Son exécution par Roger Désormière (1930), puis celle d'un concerto grosso firent beaucoup pour asseoir sa renommée. Rébus (1932), qu'il dirigea lui-même à Paris, lui valut un triomphe, de même que l'Envol d'Icare (1933). Si le Psaume (1934), qui avait choqué le public, est resté une page de haute tenue, le Paradis perdu (1935) d'après Milton constitue sa création la plus importante.

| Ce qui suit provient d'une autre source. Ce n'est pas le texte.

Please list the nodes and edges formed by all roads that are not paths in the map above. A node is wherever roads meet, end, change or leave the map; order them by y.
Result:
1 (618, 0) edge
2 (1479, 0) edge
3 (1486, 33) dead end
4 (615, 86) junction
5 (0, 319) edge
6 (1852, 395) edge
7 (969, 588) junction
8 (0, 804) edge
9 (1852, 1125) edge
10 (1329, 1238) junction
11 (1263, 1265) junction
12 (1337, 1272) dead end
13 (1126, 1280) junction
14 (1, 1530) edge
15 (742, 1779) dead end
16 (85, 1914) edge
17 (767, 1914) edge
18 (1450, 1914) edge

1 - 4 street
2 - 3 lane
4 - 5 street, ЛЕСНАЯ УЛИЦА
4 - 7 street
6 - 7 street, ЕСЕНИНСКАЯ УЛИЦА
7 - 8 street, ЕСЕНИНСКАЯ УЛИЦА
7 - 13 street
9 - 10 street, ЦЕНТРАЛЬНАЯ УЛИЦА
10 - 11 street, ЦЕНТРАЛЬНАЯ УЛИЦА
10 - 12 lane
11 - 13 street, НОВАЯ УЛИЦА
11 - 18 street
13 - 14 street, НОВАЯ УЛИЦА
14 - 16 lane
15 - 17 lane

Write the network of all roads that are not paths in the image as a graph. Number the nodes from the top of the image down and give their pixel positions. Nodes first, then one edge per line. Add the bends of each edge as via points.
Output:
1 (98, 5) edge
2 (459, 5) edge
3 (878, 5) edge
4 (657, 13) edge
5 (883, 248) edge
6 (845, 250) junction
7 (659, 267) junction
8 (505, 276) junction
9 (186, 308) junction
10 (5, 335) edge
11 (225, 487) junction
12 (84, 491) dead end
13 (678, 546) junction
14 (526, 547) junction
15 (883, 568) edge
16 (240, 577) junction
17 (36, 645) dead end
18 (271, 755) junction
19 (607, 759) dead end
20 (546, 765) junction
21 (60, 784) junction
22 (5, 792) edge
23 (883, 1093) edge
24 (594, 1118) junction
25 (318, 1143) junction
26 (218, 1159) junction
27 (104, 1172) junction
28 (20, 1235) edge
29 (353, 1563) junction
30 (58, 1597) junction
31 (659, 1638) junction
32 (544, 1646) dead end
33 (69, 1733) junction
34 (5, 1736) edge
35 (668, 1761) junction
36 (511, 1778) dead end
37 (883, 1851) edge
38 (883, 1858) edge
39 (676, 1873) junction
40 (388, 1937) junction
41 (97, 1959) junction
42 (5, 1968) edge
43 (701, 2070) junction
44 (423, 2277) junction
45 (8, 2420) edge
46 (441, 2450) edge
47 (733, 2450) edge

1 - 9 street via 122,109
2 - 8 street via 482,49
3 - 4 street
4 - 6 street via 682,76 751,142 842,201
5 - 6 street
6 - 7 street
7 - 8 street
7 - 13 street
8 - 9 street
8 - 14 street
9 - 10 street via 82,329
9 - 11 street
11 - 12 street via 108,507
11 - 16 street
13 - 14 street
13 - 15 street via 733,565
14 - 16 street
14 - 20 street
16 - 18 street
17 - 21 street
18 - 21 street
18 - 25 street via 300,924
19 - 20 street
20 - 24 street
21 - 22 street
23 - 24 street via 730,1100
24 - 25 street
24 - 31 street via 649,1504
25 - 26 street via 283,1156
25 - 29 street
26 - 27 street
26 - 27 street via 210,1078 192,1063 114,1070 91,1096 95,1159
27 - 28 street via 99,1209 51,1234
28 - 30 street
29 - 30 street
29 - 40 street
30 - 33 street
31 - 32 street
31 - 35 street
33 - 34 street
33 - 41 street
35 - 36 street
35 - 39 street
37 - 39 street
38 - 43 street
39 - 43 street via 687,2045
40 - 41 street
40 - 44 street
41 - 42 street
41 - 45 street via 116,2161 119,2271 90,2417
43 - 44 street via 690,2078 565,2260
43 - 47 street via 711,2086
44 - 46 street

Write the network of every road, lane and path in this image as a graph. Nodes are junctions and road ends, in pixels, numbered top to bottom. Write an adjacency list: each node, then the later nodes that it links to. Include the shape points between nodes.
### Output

On a discerné, dans ses meilleures œuvres, une rythmique à la Stravinski, une écriture polyphonique à la Hindemith. « Le langage de Markevitch n'est pas essentiellement personnel, a écrit Paul Collaer, il est éclectique. La profonde originalité de son art est due à l'esprit qui s'y manifeste. » En 1936, Igor Markevitch épousa Kyra, fille de Vaclav Nijinski ; l'année suivante, il fit sensation au Mai musical de Florence, en déclarant que les compositeurs étaient partiellement responsables de l'isolement dont ils se plaignaient. En 1938, le succès du Nouvel Âge apporta la confirmation de cette déclaration : Markevitch était en possession d'un langage capable, lui, d'atteindre un vaste public. Certaines de ses productions n'en suscitèrent pas moins de violentes critiques. La Taille de l'homme (1938-39), sur un texte de C. F. Ramuz, Laurent le Magnifique (1940) et Variations, fugue et envoi sur un thème de Haendel (1941) restent les trois dernières compositions originales du musicien, qui, durant la guerre, rejoignit en Italie les mouvements de résistance avant d'entamer une seconde carrière, celle de chef d'orchestre, domaine où il est universellement connu. Organisateur du Mai musical florentin en 1944, après la libération de Florence, il a acquis la nationalité italienne ; c'est également l'époque de la dissolution de son premier mariage, et d'un second mariage. Au cours des trente ans qui suivirent, Markevitch tint plusieurs postes de chef d'orchestre permanent dans de nombreuses villes : Stockholm, Paris (orchestre Lamoureux), Montréal, Madrid, Monte-Carlo, Rome. Ses concerts firent date, et l'éminent critique suisse R. Aloys Mooser n'hésita pas à écrire : « Au cours d'une longue vie, j'ai rencontré seulement deux compositeurs à propos desquels on pouvait dire avec raison qu'ils possédaient des aptitudes égales dans l'art de la composition et dans celui de la conduite : Gustav Mahler et Richard Strauss. À ces deux noms exceptionnels, on peut ajouter celui d'Igor Markevitch. » Fixé à Saint-Cézaire, près de Nice, depuis 1954, Markevitch a travaillé pendant des années à la préparation de cours à l'attention de ses élèves et à une édition encyclopédique des symphonies de Beethoven qui a commencé à paraître en 1982. En 1980 est paru le premier tome de ses mémoires (Être et avoir été). En 1982, il a reçu le prix Arthur-Nikisch de la ville de Leipzig et obtenu la nationalité française.